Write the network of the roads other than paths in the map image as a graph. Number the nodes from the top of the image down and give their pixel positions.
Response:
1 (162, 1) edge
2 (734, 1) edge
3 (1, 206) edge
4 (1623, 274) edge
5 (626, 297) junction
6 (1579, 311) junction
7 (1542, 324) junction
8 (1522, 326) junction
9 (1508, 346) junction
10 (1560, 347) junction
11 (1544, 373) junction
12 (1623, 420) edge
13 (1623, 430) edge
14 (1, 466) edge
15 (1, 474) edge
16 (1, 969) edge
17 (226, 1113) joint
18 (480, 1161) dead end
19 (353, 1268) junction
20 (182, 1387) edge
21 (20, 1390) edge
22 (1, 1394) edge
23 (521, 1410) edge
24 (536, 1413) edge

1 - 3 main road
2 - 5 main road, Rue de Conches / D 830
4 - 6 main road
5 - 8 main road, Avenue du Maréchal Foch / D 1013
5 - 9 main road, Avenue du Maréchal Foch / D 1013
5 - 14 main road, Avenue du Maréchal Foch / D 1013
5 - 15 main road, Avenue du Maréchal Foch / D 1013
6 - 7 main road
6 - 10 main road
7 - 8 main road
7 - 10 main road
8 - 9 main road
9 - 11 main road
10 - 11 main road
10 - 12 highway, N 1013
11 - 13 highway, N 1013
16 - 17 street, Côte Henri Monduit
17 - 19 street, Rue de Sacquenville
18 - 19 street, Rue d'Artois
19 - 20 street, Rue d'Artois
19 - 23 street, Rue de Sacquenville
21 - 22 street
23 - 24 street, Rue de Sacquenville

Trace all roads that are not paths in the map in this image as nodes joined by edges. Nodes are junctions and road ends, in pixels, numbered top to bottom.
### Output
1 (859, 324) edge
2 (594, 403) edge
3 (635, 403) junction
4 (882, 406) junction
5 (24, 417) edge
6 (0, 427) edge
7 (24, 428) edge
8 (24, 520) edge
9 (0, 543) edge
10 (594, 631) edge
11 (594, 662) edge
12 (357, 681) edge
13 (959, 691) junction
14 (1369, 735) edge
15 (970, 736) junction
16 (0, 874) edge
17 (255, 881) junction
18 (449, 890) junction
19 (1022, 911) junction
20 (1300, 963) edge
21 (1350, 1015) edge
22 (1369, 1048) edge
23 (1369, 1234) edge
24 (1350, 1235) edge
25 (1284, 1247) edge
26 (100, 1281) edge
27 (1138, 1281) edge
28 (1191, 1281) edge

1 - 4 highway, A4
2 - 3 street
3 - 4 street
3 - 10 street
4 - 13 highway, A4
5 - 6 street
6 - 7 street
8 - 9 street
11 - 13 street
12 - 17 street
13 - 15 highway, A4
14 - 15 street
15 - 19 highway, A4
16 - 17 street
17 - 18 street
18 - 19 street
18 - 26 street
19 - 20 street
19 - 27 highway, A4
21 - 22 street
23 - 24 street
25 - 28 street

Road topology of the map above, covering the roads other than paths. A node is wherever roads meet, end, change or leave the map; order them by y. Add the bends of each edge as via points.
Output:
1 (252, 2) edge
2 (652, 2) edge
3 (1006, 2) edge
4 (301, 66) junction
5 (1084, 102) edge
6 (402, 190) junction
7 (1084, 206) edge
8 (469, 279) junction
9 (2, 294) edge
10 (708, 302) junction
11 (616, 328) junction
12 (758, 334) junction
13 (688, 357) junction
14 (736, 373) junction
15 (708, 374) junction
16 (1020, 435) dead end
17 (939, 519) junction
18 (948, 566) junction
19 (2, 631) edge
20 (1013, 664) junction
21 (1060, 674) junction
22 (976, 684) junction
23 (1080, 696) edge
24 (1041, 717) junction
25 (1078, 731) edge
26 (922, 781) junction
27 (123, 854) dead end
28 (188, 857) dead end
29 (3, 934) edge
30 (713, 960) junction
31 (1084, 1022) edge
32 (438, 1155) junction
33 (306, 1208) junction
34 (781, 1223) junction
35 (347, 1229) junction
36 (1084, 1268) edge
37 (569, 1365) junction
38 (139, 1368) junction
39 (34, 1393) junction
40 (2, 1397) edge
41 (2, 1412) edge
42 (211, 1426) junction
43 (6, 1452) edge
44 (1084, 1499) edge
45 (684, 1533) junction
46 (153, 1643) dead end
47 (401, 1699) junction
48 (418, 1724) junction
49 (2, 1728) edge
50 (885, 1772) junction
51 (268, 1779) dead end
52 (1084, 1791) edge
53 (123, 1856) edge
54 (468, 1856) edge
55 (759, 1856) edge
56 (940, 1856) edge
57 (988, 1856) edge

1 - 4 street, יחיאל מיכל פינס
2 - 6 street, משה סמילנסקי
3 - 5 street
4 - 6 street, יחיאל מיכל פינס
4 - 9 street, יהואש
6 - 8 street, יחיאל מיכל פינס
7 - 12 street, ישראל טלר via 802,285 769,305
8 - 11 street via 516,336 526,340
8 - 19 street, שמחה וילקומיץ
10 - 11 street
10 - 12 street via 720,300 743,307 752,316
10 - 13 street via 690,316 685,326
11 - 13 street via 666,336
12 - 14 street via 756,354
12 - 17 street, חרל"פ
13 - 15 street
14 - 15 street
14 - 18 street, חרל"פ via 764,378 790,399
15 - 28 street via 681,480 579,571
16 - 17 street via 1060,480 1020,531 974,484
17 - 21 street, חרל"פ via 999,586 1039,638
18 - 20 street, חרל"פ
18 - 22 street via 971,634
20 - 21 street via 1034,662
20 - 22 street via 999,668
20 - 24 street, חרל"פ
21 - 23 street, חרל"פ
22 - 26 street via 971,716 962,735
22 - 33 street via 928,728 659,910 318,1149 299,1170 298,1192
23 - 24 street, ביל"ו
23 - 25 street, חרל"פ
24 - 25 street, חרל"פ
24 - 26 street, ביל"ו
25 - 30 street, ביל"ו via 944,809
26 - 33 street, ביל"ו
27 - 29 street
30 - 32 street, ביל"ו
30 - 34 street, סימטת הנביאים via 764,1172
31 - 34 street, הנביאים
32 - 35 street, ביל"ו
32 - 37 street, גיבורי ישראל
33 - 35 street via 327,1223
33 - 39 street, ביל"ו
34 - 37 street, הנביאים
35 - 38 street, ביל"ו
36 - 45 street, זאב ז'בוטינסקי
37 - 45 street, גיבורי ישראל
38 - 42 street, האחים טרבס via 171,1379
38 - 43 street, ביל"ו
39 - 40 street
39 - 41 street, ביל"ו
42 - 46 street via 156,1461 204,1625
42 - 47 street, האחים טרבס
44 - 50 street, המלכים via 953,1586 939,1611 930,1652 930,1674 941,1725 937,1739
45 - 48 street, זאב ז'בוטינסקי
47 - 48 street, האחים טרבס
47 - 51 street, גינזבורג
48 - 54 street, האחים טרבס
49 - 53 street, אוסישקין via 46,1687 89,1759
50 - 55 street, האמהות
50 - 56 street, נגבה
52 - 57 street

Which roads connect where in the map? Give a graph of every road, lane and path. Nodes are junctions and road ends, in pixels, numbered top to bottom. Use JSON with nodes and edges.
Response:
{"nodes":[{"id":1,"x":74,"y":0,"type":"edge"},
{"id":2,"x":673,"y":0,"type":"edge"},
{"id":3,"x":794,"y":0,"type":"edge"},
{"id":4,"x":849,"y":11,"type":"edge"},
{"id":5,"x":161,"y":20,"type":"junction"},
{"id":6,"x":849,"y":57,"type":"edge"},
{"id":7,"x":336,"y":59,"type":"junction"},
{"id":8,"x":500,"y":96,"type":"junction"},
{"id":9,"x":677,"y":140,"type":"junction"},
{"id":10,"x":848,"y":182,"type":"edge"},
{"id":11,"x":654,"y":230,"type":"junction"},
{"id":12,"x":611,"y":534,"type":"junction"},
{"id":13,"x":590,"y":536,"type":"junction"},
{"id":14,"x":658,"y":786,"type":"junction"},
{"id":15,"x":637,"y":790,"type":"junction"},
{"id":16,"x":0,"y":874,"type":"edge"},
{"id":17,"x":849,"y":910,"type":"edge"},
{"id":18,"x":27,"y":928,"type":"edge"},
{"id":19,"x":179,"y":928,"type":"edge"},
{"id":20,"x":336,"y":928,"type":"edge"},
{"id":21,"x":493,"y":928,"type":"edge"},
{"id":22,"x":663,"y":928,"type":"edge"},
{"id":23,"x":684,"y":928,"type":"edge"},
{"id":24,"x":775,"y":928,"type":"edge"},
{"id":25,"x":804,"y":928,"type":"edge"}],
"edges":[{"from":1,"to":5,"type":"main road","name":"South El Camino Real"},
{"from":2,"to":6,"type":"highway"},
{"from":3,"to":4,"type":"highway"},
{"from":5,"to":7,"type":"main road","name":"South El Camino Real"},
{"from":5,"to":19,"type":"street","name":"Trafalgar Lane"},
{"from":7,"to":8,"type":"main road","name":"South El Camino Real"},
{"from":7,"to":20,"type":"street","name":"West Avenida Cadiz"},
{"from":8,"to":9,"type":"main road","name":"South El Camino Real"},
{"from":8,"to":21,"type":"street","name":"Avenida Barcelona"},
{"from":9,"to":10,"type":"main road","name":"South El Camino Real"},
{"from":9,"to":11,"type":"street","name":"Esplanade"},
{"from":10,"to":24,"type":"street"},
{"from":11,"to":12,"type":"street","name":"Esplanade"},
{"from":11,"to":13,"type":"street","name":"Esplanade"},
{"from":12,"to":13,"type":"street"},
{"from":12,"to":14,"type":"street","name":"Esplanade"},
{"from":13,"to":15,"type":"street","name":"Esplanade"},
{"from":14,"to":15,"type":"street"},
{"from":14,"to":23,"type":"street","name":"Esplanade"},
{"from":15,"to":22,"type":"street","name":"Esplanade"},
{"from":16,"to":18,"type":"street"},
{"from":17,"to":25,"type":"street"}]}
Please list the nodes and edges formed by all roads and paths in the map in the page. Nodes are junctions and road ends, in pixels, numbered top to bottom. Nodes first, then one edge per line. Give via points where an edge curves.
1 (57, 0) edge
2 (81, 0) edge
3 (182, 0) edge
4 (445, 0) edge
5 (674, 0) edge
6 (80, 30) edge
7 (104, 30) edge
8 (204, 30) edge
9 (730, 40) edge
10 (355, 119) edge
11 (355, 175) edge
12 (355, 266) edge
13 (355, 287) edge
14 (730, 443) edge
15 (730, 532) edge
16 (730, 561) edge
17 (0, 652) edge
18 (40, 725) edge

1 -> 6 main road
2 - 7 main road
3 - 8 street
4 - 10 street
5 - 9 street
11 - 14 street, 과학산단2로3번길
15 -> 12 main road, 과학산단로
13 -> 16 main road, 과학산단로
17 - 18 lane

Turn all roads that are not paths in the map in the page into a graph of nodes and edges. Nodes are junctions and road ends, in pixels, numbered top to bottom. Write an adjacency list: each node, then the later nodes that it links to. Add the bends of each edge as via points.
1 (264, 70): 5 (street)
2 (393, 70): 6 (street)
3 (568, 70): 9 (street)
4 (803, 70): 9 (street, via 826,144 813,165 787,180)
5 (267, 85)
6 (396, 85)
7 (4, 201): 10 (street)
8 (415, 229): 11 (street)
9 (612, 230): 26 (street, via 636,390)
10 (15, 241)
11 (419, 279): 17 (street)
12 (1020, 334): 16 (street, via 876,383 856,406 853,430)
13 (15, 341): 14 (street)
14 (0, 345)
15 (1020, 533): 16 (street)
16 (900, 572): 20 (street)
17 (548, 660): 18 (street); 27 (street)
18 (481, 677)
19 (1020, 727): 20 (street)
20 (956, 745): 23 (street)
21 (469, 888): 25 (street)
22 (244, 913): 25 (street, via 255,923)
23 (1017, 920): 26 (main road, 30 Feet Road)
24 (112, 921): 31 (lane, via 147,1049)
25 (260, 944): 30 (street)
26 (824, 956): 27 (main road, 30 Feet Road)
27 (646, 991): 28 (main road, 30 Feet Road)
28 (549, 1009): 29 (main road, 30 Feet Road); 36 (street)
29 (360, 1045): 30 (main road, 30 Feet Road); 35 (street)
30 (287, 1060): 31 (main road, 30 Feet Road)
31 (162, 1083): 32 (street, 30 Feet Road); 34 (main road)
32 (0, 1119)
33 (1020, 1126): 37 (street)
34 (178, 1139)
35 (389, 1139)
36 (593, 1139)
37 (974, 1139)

━━━

:: What this task involves ::
Every line from the start of the listing through the line with "Trace all roads" should be reproduced exactly, and no other line.

:: Response to this exercise ::
Write the network of the roads other than paths in the map image as a graph. Number the nodes from the top of the image down and give their pixel positions.
Response:
1 (162, 1) edge
2 (734, 1) edge
3 (1, 206) edge
4 (1623, 274) edge
5 (626, 297) junction
6 (1579, 311) junction
7 (1542, 324) junction
8 (1522, 326) junction
9 (1508, 346) junction
10 (1560, 347) junction
11 (1544, 373) junction
12 (1623, 420) edge
13 (1623, 430) edge
14 (1, 466) edge
15 (1, 474) edge
16 (1, 969) edge
17 (226, 1113) joint
18 (480, 1161) dead end
19 (353, 1268) junction
20 (182, 1387) edge
21 (20, 1390) edge
22 (1, 1394) edge
23 (521, 1410) edge
24 (536, 1413) edge

1 - 3 main road
2 - 5 main road, Rue de Conches / D 830
4 - 6 main road
5 - 8 main road, Avenue du Maréchal Foch / D 1013
5 - 9 main road, Avenue du Maréchal Foch / D 1013
5 - 14 main road, Avenue du Maréchal Foch / D 1013
5 - 15 main road, Avenue du Maréchal Foch / D 1013
6 - 7 main road
6 - 10 main road
7 - 8 main road
7 - 10 main road
8 - 9 main road
9 - 11 main road
10 - 11 main road
10 - 12 highway, N 1013
11 - 13 highway, N 1013
16 - 17 street, Côte Henri Monduit
17 - 19 street, Rue de Sacquenville
18 - 19 street, Rue d'Artois
19 - 20 street, Rue d'Artois
19 - 23 street, Rue de Sacquenville
21 - 22 street
23 - 24 street, Rue de Sacquenville

Trace all roads that are not paths in the map in this image as nodes joined by edges. Nodes are junctions and road ends, in pixels, numbered top to bottom.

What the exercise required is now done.